The final was pretty much in the image of the tournament itself. It wasn't as dreadful a match as people are saying - though the first half was dire. The Dutch's spoiling tactics and Howard Webb's cravenly incompetent refereeing allowed the game to be fatally fractured from early on. Spain finally imposed a sense of shape in the second half and, if the football was hardly top quality, there were plenty of chances and it turned into an enthralling war of attrition.
So it may not have been the most satisfying of tournaments but it was certainly far better than Italia 90, more consistent than USA 94, which lost its spark after the quarter-finals. And it was overall better than the last two tournaments too. In all I think only France 98 out of the last five tournaments was a conclusively better one.
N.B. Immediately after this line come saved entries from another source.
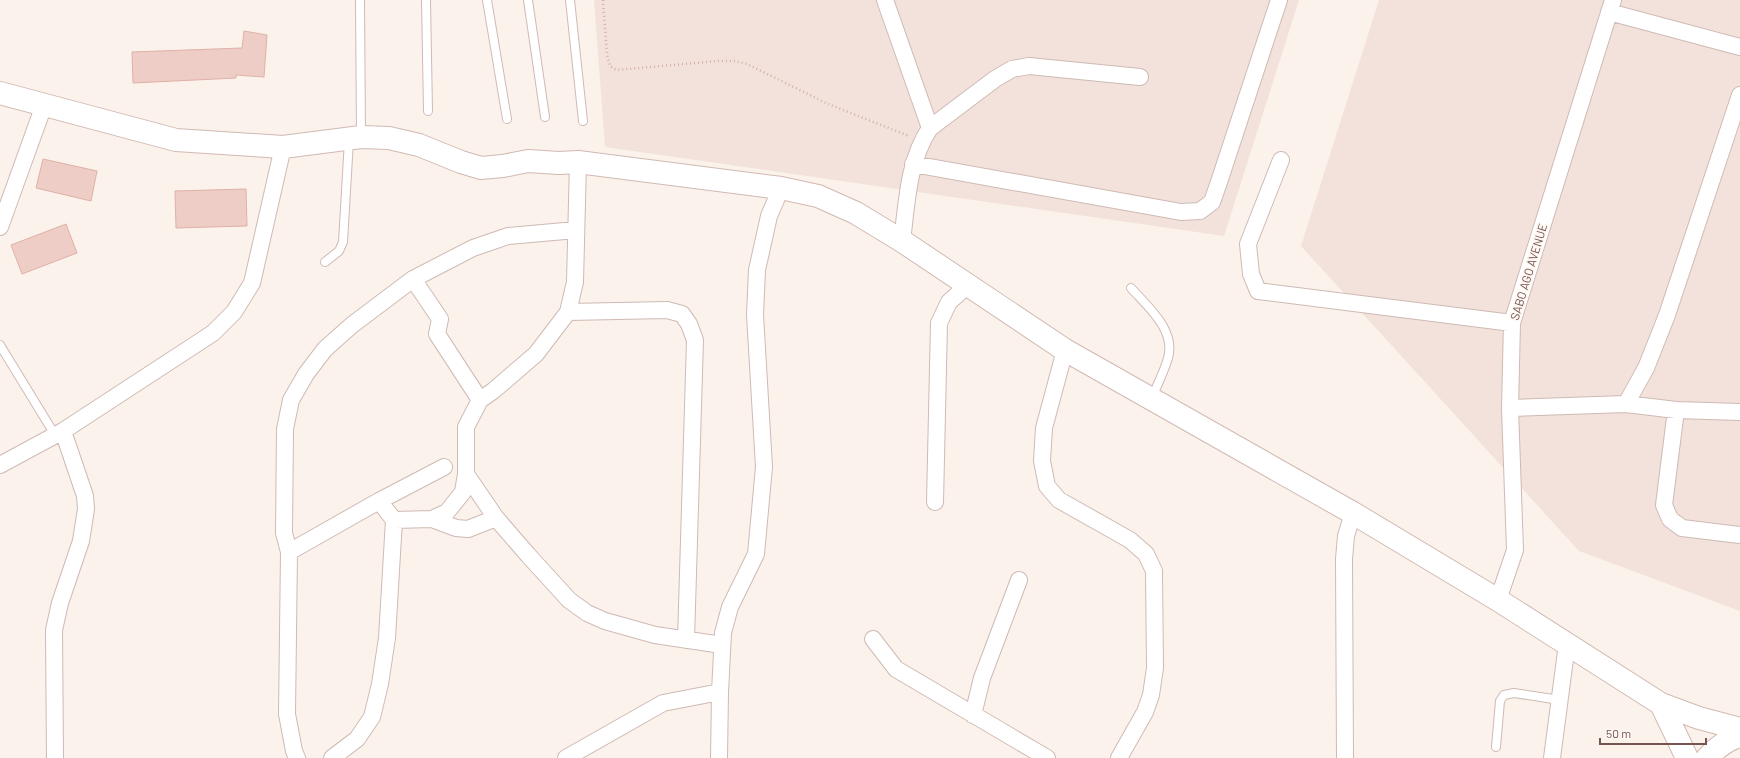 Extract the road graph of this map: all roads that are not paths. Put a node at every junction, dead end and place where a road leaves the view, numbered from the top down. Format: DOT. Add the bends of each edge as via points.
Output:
graph roads {
  1 [pos="360,0"];
  2 [pos="426,0"];
  3 [pos="487,0"];
  4 [pos="528,0"];
  5 [pos="570,0"];
  6 [pos="885,0"];
  7 [pos="1279,0"];
  8 [pos="1611,6"];
  9 [pos="1740,47"];
  10 [pos="1140,77"];
  11 [pos="0,93"];
  12 [pos="1740,95"];
  13 [pos="44,105"];
  14 [pos="428,111"];
  15 [pos="545,117"];
  16 [pos="508,119"];
  17 [pos="583,121"];
  18 [pos="926,135"];
  19 [pos="355,138"];
  20 [pos="283,147"];
  21 [pos="1281,160"];
  22 [pos="578,162"];
  23 [pos="913,164"];
  24 [pos="781,188"];
  25 [pos="0,226"];
  26 [pos="576,230"];
  27 [pos="902,241"];
  28 [pos="326,262"];
  29 [pos="413,279"];
  30 [pos="968,285"];
  31 [pos="1131,288"];
  32 [pos="568,312"];
  33 [pos="1512,323"];
  34 [pos="0,345"];
  35 [pos="1065,350"];
  36 [pos="1151,399"];
  37 [pos="480,400"];
  38 [pos="1626,404"];
  39 [pos="1510,408"];
  40 [pos="1676,410"];
  41 [pos="1740,412"];
  42 [pos="59,433"];
  43 [pos="0,465"];
  44 [pos="444,467"];
  45 [pos="466,474"];
  46 [pos="379,501"];
  47 [pos="936,502"];
  48 [pos="1353,513"];
  49 [pos="496,518"];
  50 [pos="432,519"];
  51 [pos="394,520"];
  52 [pos="1740,535"];
  53 [pos="289,552"];
  54 [pos="1019,580"];
  55 [pos="1498,600"];
  56 [pos="873,639"];
  57 [pos="686,640"];
  58 [pos="1567,644"];
  59 [pos="722,645"];
  60 [pos="720,692"];
  61 [pos="1560,700"];
  62 [pos="1661,704"];
  63 [pos="973,715"];
  64 [pos="1740,729"];
  65 [pos="1740,736"];
  66 [pos="1496,747"];
  67 [pos="55,758"];
  68 [pos="297,758"];
  69 [pos="332,758"];
  70 [pos="566,758"];
  71 [pos="719,758"];
  72 [pos="1047,758"];
  73 [pos="1119,758"];
  74 [pos="1345,758"];
  75 [pos="1552,758"];
  76 [pos="1687,758"];
  77 [pos="1707,758"];
  1 -- 19 [label="lane"];
  2 -- 14 [label="lane"];
  3 -- 16 [label="lane"];
  4 -- 15 [label="lane"];
  5 -- 17 [label="lane"];
  6 -- 18 [label="street"];
  7 -- 23 [label="street" via="1212,202 1200,211 1181,212"];
  8 -- 9 [label="street"];
  8 -- 33 [label="street, SABO AGO AVENUE"];
  10 -- 18 [label="street" via="1030,66 1012,69"];
  11 -- 13 [label="street"];
  12 -- 38 [label="street" via="1667,316 1646,368"];
  13 -- 20 [label="street" via="176,140"];
  13 -- 25 [label="street"];
  18 -- 23 [label="street"];
  19 -- 20 [label="street"];
  19 -- 22 [label="street" via="389,138 420,145 481,168 528,161"];
  19 -- 28 [label="lane" via="343,242 339,251"];
  20 -- 42 [label="street" via="252,283 234,312 213,333"];
  21 -- 33 [label="street" via="1248,244 1251,274 1258,291"];
  22 -- 24 [label="street"];
  22 -- 26 [label="street"];
  23 -- 27 [label="street"];
  24 -- 27 [label="street" via="818,196 856,213"];
  24 -- 59 [label="street" via="769,216 757,270 755,314 764,466 756,554 730,607"];
  26 -- 29 [label="street" via="508,236 473,248"];
  26 -- 32 [label="street" via="575,282"];
  27 -- 30 [label="street"];
  29 -- 37 [label="street" via="440,318 437,334"];
  29 -- 53 [label="street" via="324,349 291,400 285,429 284,533"];
  30 -- 35 [label="street"];
  30 -- 47 [label="street" via="949,302 939,323"];
  31 -- 36 [label="lane" via="1163,325 1168,338 1168,358"];
  32 -- 37 [label="street" via="536,354"];
  32 -- 57 [label="street" via="667,310 682,314 695,340"];
  33 -- 39 [label="street, SABO AGO AVENUE"];
  34 -- 42 [label="lane"];
  35 -- 36 [label="street"];
  35 -- 73 [label="street" via="1044,428 1042,461 1047,486 1059,500 1130,540 1146,554 1154,571 1155,668 1151,695 1145,712"];
  36 -- 48 [label="street"];
  37 -- 45 [label="street" via="466,427"];
  38 -- 39 [label="street"];
  38 -- 40 [label="street"];
  39 -- 55 [label="street, SABO AGO AVENUE" via="1515,550"];
  40 -- 41 [label="street"];
  40 -- 52 [label="street" via="1664,505 1670,519 1682,528"];
  42 -- 43 [label="street"];
  42 -- 67 [label="street" via="85,496 86,509 81,541 60,602 54,630"];
  44 -- 46 [label="street"];
  45 -- 49 [label="street"];
  45 -- 50 [label="street" via="464,492 447,512"];
  46 -- 51 [label="street"];
  46 -- 53 [label="street"];
  48 -- 55 [label="street"];
  48 -- 74 [label="street" via="1346,536 1344,560"];
  49 -- 50 [label="street" via="468,529 456,528"];
  49 -- 57 [label="street" via="569,600 587,613 605,621 655,635"];
  50 -- 51 [label="street"];
  51 -- 69 [label="street" via="387,638 372,717 357,739"];
  53 -- 68 [label="street" via="287,714"];
  54 -- 63 [label="street" via="982,678"];
  55 -- 58 [label="street"];
  56 -- 63 [label="street" via="896,669"];
  57 -- 59 [label="street"];
  58 -- 61 [label="street"];
  58 -- 62 [label="street"];
  59 -- 60 [label="street"];
  60 -- 70 [label="street" via="663,703"];
  60 -- 71 [label="street"];
  61 -- 66 [label="lane" via="1514,693 1504,695 1500,701"];
  61 -- 75 [label="street"];
  62 -- 64 [label="street"];
  62 -- 76 [label="street"];
  63 -- 72 [label="street"];
  65 -- 77 [label="street" via="1716,747"];
}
It was also good to see Diego Forlán win the Player of the Tournament award. I thought Xavi possibly edged him, but the Catalan's integration into the wider woof of the Spanish tapestry may have counted against him. He resembled one of those anonymous medieval artisans so lauded by Roland Barthes in his essay on the Citroën DS. Forlán's performances were more grand-standing - and I mean that in an entirely positive way. As he has done so often with Atlético Madrid in recent years, he lifted Uruguay almost single-handedly. That is a little unfair, granted, as the celeste also counted on fine performances from Diego Lugano, Diego Pérez, Maxi Perreira and Luis Suárez, but Forlán's efforts were herculean and possessed of a level of character rarely seen in a player in the service of a team effort. He and Uruguay were among my stars of the tournament. A small country with a famous footballing history that acquitted themselves honorably, and who clearly enjoyed every minute of their stay in South Africa. There will be those that grouch about Suárez's handball against Ghana but Uruguay knew that they were paying a price for that. Their manager Oscar Tabárez could also have complained about Wesley Sneijder's offside goal in the semi-final but he chose not to, knowing that these things even out in the end. Uruguay fought to the very last in the 3rd place play-off against Germany and provided a fantastic finale with Forlán hitting the bar in the last minute when a goal might have given him the Golden Boot and his team 30 minutes of respite. And their wonderful national anthem also won new admirers across the world. It's one I could listen to again and again. I hope to see them in Brazil and, roll on next year's Copa America.